Mode: Name of scale; Degrees; Notes (on C Neap. Minor); Triad Chords; Seventh Chords
1: Neapolitan Minor; 1; ♭2; ♭3; 4; 5; ♭6; 7; 8; C; D♭; E♭; F; G; A♭; B; C; Cm; Cm^{maj7}
2: Lydian ♯6; 1; 2; 3; ♯4; 5; ♯6; 7; 8; D♭; E♭; F; G; A♭; B; C; D♭; D♭; D♭^{maj7} or D♭^{♯6} (equivalent to D♭^{7})
3: Mixolydian Augmented; 1; 2; 3; 4; ♯5; 6; ♭7; 8; E♭; F; G; A♭; B; C; D♭; E♭; E♭+; E♭+^{7}
4: Romani Minor, Aeolian/Natural Minor ♯4, or Hungarian/Gypsy Minor ♭7; 1; 2; ♭3; ♯4; 5; ♭6; ♭7; 8; F; G; A♭; B; C; D♭; E♭; F; Fm; Fm^{7}
5: Locrian Dominant (or Locrian ♮3); 1; ♭2; 3; 4; ♭5; ♭6; ♭7; 8; G; A♭; B; C; D♭; E♭; F; G; G^{♭5}; G^{7♭5}
6: Ionian/Major ♯2; 1; ♯2; 3; 4; 5; 6; 7; 8; A♭; B; C; D♭; E♭; F; G; A♭; A♭ or A♭m; A♭^{maj7} or A♭m^{maj7}
7: Ultralocrian/Altered Diminished 3; 1; ♭2; 3; ♭4; ♭5; ♭6; 7; 8; B; C; D♭; E♭; F; G; A♭; B; *Bsus2^{♭5}; **B6sus2^{♭5}

Mode: Name of scale; Degrees; Notes (on C Neap. Major); Triad Chords; Seventh Chords
1: Neapolitan Major; 1; ♭2; ♭3; 4; 5; 6; 7; 8; C; D♭; E♭; F; G; A; B; C; Cm; Cm^{maj7}
2: Leading Whole Tone (or Lydian Augmented ♯6); 1; 2; 3; ♯4; ♯5; ♯6; 7; 8; D♭; E♭; F; G; A; B; C; D♭; D♭+; D♭+^{maj7} or D♭+^{♯6} (equivalent to D♭+^{7})

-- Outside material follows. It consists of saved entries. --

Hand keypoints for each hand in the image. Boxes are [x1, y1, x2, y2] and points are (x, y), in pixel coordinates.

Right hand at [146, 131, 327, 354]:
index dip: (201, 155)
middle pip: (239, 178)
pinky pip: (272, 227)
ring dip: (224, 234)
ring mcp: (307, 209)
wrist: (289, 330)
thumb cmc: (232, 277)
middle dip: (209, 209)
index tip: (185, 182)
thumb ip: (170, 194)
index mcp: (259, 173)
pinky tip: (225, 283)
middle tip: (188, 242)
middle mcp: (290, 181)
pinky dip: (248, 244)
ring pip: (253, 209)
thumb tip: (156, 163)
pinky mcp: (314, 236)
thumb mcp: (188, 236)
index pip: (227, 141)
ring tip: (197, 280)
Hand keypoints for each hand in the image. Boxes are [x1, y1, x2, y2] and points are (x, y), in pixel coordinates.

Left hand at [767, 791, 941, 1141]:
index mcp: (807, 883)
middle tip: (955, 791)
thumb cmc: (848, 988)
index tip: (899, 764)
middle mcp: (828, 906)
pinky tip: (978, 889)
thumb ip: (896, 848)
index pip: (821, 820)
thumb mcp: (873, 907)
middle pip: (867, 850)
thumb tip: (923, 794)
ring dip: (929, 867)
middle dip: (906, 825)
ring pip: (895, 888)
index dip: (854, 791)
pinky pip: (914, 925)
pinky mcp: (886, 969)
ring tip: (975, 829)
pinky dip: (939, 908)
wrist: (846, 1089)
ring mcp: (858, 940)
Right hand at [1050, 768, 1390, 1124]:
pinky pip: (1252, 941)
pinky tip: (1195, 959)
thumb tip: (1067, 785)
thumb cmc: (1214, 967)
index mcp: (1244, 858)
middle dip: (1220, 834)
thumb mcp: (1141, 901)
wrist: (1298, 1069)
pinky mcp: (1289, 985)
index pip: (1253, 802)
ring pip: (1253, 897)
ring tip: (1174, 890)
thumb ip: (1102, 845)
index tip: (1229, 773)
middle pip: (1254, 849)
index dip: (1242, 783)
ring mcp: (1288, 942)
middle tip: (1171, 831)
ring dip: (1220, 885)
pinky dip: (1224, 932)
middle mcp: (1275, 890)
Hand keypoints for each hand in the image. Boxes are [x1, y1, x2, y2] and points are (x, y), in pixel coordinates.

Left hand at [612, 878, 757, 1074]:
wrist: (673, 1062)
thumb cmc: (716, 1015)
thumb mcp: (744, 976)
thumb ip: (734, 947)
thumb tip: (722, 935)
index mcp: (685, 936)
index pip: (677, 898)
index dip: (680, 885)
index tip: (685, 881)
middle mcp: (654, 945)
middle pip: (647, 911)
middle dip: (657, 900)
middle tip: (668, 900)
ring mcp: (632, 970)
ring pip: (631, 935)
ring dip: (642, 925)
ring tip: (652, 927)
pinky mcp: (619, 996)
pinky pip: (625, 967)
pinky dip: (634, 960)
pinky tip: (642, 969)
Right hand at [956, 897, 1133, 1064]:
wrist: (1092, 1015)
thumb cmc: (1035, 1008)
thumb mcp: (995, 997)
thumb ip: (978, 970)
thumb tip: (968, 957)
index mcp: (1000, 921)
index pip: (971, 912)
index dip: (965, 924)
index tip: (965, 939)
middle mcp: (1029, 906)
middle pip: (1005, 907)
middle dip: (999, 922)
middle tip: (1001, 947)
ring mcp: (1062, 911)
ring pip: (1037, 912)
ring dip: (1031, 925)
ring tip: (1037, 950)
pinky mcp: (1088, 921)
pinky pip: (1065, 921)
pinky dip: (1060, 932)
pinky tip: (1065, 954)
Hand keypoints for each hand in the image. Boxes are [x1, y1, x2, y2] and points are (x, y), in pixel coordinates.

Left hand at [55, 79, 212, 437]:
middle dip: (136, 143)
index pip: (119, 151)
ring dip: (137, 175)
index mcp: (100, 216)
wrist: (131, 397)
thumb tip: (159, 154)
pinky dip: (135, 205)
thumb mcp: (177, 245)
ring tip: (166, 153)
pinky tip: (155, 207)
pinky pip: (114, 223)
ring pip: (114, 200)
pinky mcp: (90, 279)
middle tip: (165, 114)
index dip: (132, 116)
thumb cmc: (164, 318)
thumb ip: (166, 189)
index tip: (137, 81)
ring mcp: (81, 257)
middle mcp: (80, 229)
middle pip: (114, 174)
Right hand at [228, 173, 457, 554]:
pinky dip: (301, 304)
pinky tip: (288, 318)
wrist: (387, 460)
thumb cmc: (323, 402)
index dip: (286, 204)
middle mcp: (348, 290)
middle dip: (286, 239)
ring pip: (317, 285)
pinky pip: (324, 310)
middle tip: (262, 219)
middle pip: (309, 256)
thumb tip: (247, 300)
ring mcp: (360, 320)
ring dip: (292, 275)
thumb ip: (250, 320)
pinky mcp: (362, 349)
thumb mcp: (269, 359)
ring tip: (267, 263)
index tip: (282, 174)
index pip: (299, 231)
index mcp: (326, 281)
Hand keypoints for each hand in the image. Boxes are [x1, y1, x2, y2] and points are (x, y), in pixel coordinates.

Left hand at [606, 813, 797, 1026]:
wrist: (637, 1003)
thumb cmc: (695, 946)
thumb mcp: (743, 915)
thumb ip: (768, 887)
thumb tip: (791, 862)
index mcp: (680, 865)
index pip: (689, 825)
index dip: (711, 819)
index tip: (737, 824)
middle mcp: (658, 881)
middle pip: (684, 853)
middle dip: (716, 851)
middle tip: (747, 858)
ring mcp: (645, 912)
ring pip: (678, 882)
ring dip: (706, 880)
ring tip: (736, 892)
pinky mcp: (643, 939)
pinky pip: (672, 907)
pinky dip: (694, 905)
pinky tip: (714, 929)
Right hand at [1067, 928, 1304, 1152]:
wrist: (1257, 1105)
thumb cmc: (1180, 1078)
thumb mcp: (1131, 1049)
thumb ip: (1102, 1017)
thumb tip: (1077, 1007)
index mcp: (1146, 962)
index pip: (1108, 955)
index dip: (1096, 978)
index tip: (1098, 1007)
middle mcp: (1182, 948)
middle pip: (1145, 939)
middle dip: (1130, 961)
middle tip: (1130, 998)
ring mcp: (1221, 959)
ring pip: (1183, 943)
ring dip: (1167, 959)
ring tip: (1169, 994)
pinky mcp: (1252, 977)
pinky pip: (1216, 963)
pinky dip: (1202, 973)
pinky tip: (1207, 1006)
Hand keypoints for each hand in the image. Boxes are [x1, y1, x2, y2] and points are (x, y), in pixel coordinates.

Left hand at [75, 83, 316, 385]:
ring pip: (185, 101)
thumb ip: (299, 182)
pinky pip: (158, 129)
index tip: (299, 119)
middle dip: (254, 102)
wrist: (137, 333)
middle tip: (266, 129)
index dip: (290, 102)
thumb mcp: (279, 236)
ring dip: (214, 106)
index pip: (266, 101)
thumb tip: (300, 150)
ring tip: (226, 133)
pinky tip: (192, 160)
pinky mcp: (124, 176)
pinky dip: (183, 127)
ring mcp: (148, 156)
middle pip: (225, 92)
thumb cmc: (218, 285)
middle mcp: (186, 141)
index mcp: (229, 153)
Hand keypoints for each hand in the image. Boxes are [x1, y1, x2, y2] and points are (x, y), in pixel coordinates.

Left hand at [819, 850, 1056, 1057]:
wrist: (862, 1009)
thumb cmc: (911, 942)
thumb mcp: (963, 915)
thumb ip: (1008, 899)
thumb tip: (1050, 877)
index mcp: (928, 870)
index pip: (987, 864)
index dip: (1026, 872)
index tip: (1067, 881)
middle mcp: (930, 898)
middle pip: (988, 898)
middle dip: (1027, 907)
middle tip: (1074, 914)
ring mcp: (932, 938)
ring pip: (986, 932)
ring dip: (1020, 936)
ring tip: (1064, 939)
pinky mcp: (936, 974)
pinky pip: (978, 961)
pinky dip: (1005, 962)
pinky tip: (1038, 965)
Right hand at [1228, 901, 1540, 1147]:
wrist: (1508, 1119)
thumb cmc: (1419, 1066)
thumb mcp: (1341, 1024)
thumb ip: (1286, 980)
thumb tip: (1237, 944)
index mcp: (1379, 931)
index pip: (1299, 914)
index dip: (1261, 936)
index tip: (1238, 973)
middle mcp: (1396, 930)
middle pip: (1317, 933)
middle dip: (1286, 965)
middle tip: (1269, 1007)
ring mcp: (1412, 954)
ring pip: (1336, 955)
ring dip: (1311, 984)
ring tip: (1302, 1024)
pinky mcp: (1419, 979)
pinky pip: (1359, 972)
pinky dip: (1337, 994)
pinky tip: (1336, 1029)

3: Lydian Augmented Dominant; 1; 2; 3; ♯4; ♯5; 6; ♭7; 8; E♭; F; G; A; B; C; D♭; E♭; E♭+; E♭+^{7}
4: Lydian Dominant ♭6 (or Melodic Major ♯4); 1; 2; 3; ♯4; 5; ♭6; ♭7; 8; F; G; A; B; C; D♭; E♭; F; F; F^{7}
5: Major Locrian (Locrian ♮2 ♮3, Aeolian Dominant ♭5, Arabian); 1; 2; 3; 4; ♭5; ♭6; ♭7; 8; G; A; B; C; D♭; E♭; F; G; G^{♭5}; G^{7♭5}
6: Half-Diminished ♭4 (or Altered Dominant ♯2); 1; 2; ♭3; ♭4; ♭5; ♭6; ♭7; 8; A; B; C; D♭; E♭; F; G; A; A^{ο} or *A^{♭5}; A^{ø7} or ***A^{7♭5}
7: Altered Dominant 3; 1; ♭2; 3; ♭4; ♭5; ♭6; ♭7; 8; B; C; D♭; E♭; F; G; A; B; *Bsus2^{♭5}; ***B7sus2^{♭5}

  - While this triad consisted of 1, ♭4 (~3), and ♭5 notes, this is not really a normal triad since no use of 3rd-grade notes (in B : D or D♯/E♭). Instead, this triad more likely shaped as sus♭4 triad (although ♭4 is enharmonic to 3).
    - 𝄫7 enharmonic to 6, so the 6th chords is available instead of 7th (thus being used here).
      - These chords can actually be respelled as 7alt (the 7♭5 is one of the altered dominant chords).